WASHINGTON – Long lines formed outside the Supreme Court on Wednesday as admirers came to pay their final respects to the late Justice Ruth Bader Ginsburg, a liberal icon whom one mourner called a “lion of equality.”

It was the first of several days of official ceremonies to mourn Ginsburg, who died Friday of complications from metastatic pancreatic cancer. Her death has sparked a bitter political battle in Washington over how and when she should be replaced, but that fighting largely took a backseat Wednesday to honoring the late justice.

“Ruth had a huge impact in my life, and was one of the primary reasons I wanted to go back and get a law degree at ASU,” said Samuel Jordan, a Queen Creek resident who flew to Washington so he could pay respects in person.

“She was short in stature but she made up for it when she spoke,” Jordan said.
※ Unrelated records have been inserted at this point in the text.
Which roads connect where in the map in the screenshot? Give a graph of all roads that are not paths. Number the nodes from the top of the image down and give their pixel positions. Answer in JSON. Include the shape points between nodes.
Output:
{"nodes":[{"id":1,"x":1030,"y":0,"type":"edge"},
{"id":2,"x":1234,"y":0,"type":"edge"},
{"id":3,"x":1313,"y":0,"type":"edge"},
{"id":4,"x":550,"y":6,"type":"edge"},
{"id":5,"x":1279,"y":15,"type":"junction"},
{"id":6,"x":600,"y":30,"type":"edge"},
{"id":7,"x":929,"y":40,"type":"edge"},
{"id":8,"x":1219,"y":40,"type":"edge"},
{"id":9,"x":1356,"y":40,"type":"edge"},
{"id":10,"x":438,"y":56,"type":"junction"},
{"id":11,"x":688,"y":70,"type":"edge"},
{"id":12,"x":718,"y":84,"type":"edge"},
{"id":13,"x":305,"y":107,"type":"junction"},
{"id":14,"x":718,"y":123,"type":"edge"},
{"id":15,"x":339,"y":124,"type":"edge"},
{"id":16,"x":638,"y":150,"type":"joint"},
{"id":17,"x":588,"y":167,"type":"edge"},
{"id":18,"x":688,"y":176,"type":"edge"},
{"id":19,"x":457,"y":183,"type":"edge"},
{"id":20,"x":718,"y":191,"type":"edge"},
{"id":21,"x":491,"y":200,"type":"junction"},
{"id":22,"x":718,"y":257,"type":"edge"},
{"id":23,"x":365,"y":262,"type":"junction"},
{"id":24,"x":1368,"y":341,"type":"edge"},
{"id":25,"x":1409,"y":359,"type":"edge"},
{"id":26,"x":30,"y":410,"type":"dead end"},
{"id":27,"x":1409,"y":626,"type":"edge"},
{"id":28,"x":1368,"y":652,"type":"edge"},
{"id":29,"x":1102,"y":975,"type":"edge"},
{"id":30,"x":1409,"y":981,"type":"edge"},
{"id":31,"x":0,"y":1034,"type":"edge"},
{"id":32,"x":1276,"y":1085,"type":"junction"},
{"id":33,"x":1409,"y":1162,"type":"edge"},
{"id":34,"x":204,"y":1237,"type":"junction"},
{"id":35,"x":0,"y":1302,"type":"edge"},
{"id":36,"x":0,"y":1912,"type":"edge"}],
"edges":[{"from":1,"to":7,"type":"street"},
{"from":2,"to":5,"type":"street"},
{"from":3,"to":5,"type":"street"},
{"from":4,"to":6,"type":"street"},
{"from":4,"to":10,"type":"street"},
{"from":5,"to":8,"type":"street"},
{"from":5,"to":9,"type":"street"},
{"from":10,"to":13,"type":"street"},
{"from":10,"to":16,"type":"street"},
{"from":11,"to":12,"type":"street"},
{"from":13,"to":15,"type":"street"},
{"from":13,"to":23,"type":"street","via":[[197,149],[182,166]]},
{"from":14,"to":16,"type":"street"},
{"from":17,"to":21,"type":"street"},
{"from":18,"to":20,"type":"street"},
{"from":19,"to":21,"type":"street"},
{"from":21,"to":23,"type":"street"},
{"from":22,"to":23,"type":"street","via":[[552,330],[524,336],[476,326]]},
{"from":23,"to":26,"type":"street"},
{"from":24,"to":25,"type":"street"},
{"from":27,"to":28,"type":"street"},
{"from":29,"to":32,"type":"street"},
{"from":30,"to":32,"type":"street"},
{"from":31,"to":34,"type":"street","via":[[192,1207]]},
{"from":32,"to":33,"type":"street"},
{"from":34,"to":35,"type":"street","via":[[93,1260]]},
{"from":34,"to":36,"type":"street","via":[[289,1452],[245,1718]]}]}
The line started forming hours before Ginsburg’s casket arrived. Parents brought children, people brought flowers and signs, many wore shirts bearing messages about the justice and some girls even showed sporting a jabot, the lace collar that was a Ginsburg trademark with her judicial robes.

The mood was reflective, with many quiet conversations going on between people as they waited. Like Jordan, all had stories of ways that Ginsburg touched their lives, either through her position as a role model, through her rulings or her legal advocacy for women’s rights before she took the bench.

For some, the memories were more personal.

Bridget McGraw and Christine Brandes recalled their 2017 wedding at which Ginsburg officiated.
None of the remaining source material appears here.